Mr. Slim’s dough is needed to meet the Times' upcoming debt obligations.

The deal follows the company’s earlier effort to raise money by borrowing on its new building—but that was a problem because any lender would have the Times itself as a tenant and the Times is less and less creditworthy. The next notion was to sell its interest in the Boston Red Sox, but the Times holds only a minority stake in the team (i.e. it’s got no power) which, ultimately, is not worth much more than the price of good seats.

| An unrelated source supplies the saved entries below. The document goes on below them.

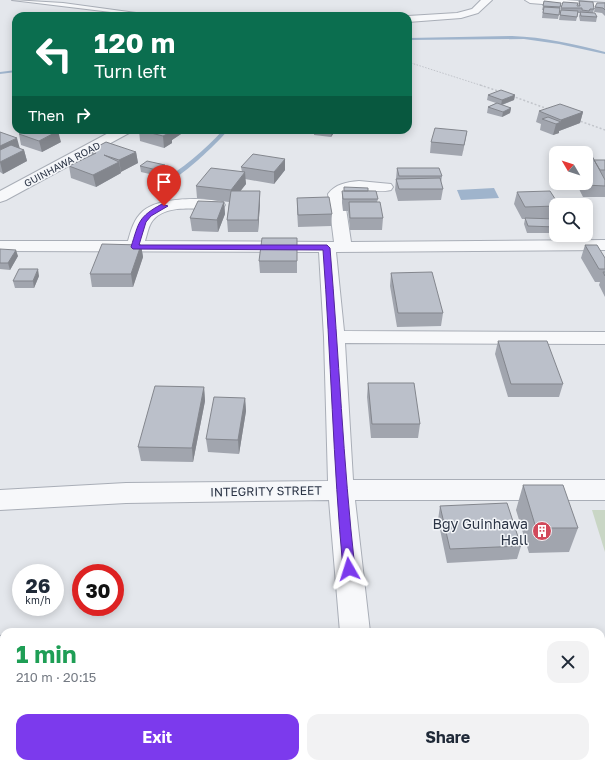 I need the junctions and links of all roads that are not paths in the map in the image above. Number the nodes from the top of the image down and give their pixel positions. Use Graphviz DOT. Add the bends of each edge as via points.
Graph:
graph roads {
  1 [pos="14,0"];
  2 [pos="487,0"];
  3 [pos="530,0"];
  4 [pos="605,6"];
  5 [pos="127,12"];
  6 [pos="412,19"];
  7 [pos="116,134"];
  8 [pos="385,187"];
  9 [pos="2,193"];
  10 [pos="217,205"];
  11 [pos="605,245"];
  12 [pos="0,246"];
  13 [pos="135,247"];
  14 [pos="335,247"];
  15 [pos="334,337"];
  16 [pos="605,338"];
  17 [pos="341,490"];
  18 [pos="605,490"];
  19 [pos="0,500"];
  20 [pos="355,628"];
  1 -- 5 [label="lane"];
  2 -- 6 [label="street" via="475,11 462,15"];
  3 -- 4 [label="street"];
  7 -- 9 [label="street, GUINHAWA ROAD"];
  8 -- 14 [label="street" via="347,187 336,194"];
  10 -- 13 [label="street" via="164,206 154,210 143,222"];
  11 -- 14 [label="street"];
  12 -- 13 [label="street"];
  13 -- 14 [label="street"];
  14 -- 15 [label="street"];
  15 -- 16 [label="street"];
  15 -- 17 [label="street"];
  17 -- 18 [label="street, INTEGRITY STREET"];
  17 -- 19 [label="street, INTEGRITY STREET" via="126,493"];
  17 -- 20 [label="street"];
}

Hence, the Times was forced to turn to Slim—who already owns a big chunk of Times stock and who’s made his gargantuan fortune ($60 billion) in the internecine politics of Mexico, where the government granted him a mighty monopoly—and forced to pay him 14% interest for his money. This is more than $30 million a year—more than the New York Times Co., after walloping losses at its subsidiaries, the Boston Globe, the International Herald Tribune, and assorted other papers (the Times itself actually turns a little profit), makes.

(AP Image)

In other words, it will have to struggle to pay Mr. Slim by taking dividends from the mouths of its shareholders, including the Sulzberger family, which not only controls the paper but subsists on it. (In fact, the Times has already cut its dividend this year from 23 cents to 6 cents, to save $100 million. The third quarter loss was $106 million, and, according to the company’s own projections, it  isn’t likely to post a profit for 2008.)

If advertising revenues continue to plunge—and there is almost no scenario in which this will not happen—the company could well find itself in default to Mr. Slim, or desperate for yet another savior. At that point, the price won’t be 14%, it will be its independence.

The Slim deal, following by just a few days news of an offer for the Evening Standard in London by the Russian banking tycoon and former-KGB officer Alexander Lebedev, suggests a curious fate for the world’s prominent newspapers—they’ll be bought by foreign oligarchs, those eager protectors of a free press.